I did find this link:
https://www.mpi-inf.mpg.de/departments/inet/research/vpn
And if that link refers to the paper Heinrich refers to it would give a little insight to your question. My reading is that the researchers were testing for “vulnerabilities” and I take that to mean ‘known vulnerabilities’.
Also, Sven states lower that ~none of RP recommended VPNs were listed in the report.
So I infer that it is not the protocol but the implementation that has been called out here;
Still, the paper would not imply that the RP recommended VPNs are not vulnerable to the attacks that were tested, as the methodology states that it was a two step approach where the researchers first sort to identify the servers then to test against that set of identified servers, so if the servers weren’t identified they wouldn’t have been tested.
Great question – that is my inference.
GL,
foobar
it’s not the protocol that’s vulnerable but the implementation used by the VPN provider. Per the article:
” 1.4 million rely on OpenVPN …. ”
“This means that 134,891 OpenVPN servers are vulnerable to dangerous attacks, or about 9.64% of those detected using the particular protocol”
If it were an inherent flaw with the protocol, then all 1.4 million cited in the study would be affected instead of 9.64%
Chris Dodich
Heinrich,
Interesting article. Restoreprivacy.com has been my go to for privacy matters for many years.
This article is another example of getting info that others aren’t offering. Great job.
As this site reviews and recommends many security related products/services, does this report impact any of those previously reviewed products? Example: Express VPN.
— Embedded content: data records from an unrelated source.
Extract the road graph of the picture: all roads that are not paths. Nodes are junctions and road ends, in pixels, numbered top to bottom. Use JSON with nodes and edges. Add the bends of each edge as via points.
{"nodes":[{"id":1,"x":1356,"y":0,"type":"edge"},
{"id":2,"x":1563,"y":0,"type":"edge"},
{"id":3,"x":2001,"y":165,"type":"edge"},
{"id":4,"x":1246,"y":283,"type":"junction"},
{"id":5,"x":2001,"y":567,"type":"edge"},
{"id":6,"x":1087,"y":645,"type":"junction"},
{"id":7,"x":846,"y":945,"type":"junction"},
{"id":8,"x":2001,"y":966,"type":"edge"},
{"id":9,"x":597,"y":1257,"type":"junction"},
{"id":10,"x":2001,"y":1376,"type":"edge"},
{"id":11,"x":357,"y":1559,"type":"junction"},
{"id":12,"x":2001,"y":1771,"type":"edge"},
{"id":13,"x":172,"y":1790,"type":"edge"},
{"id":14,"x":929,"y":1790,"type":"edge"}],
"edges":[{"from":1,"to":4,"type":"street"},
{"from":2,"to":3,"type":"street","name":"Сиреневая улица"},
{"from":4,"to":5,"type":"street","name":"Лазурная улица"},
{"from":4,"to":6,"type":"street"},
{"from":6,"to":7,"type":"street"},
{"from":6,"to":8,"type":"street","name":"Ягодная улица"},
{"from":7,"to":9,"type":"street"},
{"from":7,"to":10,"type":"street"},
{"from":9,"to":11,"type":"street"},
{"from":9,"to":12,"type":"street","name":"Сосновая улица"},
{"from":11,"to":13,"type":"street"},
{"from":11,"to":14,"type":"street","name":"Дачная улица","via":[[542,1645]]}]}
Again, Thx for keeping us informed.
Sven Taylor
ExpressVPN and our other top recommendations were not identified for security issues in the paper, so no major changes at this time with the recommendations.
BoBeX
Hi Sven,
Do any of the RP recommended VPNs use these these potentially vulnerable protocols?
Regards,
Sven Taylor
Well most VPNs still offer OpenVPN, but it is being eclipsed by WireGuard as the protocol of choice.
Liu XIngshen
Hello, could you please discuss the topic of security and privacy when using ChatGPT? Thank you.
BoBeX
Hi Liu XIngshen, the ChatGPT privacy is very readable and is here:
https://openai.com/privacy/
If have been reading here at RP and enjoy the articles you will find the above straight forward.
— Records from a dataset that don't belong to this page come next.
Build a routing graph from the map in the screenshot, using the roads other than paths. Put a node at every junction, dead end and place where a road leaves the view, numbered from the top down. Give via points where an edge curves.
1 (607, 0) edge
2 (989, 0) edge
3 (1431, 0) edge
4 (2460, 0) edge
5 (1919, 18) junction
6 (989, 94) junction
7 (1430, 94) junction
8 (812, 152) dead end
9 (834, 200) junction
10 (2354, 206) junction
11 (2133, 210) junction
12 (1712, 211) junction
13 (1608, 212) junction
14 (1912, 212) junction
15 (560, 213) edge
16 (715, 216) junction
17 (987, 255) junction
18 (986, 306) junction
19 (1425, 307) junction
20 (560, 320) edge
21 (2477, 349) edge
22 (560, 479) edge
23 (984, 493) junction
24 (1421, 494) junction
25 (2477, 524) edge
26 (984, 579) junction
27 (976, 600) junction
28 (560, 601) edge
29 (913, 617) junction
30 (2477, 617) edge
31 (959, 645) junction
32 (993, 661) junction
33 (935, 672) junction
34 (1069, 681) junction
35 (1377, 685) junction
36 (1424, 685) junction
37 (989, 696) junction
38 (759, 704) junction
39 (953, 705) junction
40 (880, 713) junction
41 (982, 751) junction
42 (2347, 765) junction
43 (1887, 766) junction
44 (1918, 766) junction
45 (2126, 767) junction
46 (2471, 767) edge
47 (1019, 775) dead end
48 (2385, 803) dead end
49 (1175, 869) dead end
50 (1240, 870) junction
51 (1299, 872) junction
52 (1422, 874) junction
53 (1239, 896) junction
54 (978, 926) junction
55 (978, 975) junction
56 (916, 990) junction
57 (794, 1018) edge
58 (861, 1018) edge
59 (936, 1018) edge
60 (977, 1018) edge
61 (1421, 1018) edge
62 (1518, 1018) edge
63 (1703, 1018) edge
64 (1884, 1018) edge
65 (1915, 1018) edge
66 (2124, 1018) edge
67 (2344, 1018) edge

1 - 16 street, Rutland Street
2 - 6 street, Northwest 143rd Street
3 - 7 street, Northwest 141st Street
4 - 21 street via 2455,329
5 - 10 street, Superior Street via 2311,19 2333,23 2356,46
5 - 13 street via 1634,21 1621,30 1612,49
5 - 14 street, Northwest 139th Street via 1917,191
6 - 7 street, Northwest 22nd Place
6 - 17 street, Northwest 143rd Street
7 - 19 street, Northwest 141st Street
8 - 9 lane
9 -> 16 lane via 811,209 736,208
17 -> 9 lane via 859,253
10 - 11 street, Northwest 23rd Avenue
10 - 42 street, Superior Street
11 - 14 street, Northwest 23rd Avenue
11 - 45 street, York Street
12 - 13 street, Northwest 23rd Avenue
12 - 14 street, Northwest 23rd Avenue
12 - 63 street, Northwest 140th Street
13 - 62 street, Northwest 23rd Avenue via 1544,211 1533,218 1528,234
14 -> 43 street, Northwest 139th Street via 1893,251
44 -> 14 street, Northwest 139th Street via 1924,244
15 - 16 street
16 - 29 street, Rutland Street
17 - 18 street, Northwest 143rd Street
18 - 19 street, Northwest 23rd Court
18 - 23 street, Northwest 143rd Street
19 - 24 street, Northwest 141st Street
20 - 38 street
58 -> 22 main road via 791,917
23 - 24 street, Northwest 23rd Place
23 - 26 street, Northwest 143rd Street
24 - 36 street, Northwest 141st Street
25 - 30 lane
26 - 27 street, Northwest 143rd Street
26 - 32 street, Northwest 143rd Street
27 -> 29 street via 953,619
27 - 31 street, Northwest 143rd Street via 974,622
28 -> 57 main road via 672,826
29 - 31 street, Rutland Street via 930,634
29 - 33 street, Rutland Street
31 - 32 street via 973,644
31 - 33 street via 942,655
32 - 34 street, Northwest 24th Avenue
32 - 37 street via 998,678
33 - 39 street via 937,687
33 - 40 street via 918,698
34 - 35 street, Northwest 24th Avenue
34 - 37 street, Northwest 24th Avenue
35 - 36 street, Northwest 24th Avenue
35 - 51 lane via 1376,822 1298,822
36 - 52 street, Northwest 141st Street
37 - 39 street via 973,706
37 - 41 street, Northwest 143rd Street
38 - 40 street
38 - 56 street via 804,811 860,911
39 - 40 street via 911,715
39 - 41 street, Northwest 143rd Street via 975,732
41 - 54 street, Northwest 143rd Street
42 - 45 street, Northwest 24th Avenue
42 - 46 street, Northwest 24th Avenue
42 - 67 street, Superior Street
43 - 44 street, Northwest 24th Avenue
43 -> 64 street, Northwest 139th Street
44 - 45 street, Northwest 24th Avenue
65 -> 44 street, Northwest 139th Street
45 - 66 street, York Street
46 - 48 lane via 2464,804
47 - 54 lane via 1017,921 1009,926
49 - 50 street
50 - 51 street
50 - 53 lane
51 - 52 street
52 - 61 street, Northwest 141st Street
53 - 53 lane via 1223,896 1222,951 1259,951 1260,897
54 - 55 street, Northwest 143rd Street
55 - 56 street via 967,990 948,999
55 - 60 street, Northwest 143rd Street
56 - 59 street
If you have questions about it you can post them in the chat and someone may answer them.
ChatGTP requires a phone number to sign up, so if you provide your real one they will have your real identity.
If you are really privacy concerned I would use similar techniques suggested in the RP guide on fingerprinting:
https://restoreprivacy.com/browser-fingerprinting/
And after reading the policy and understanding a little at a high level of how powerful the technology is, I would.
Also, having used the service briefly, it is very powerful, it learns from your previous inquiries and is really powerful at guessing answers you want in subsequent inquiries,
And Microsoft just tipped in 10 billion:
https://www.bbc.com/news/technology-64374283
GL,
XeBoB
Currently, there are no options to bypass ChatGPT’s mobile phone number requirement.
Thanks for the shameless/shill plug of ChatGPT. Continue to use it and give up your privacy. Then again, you probably already have no or care about privacy anyway, so that’s a moot topic.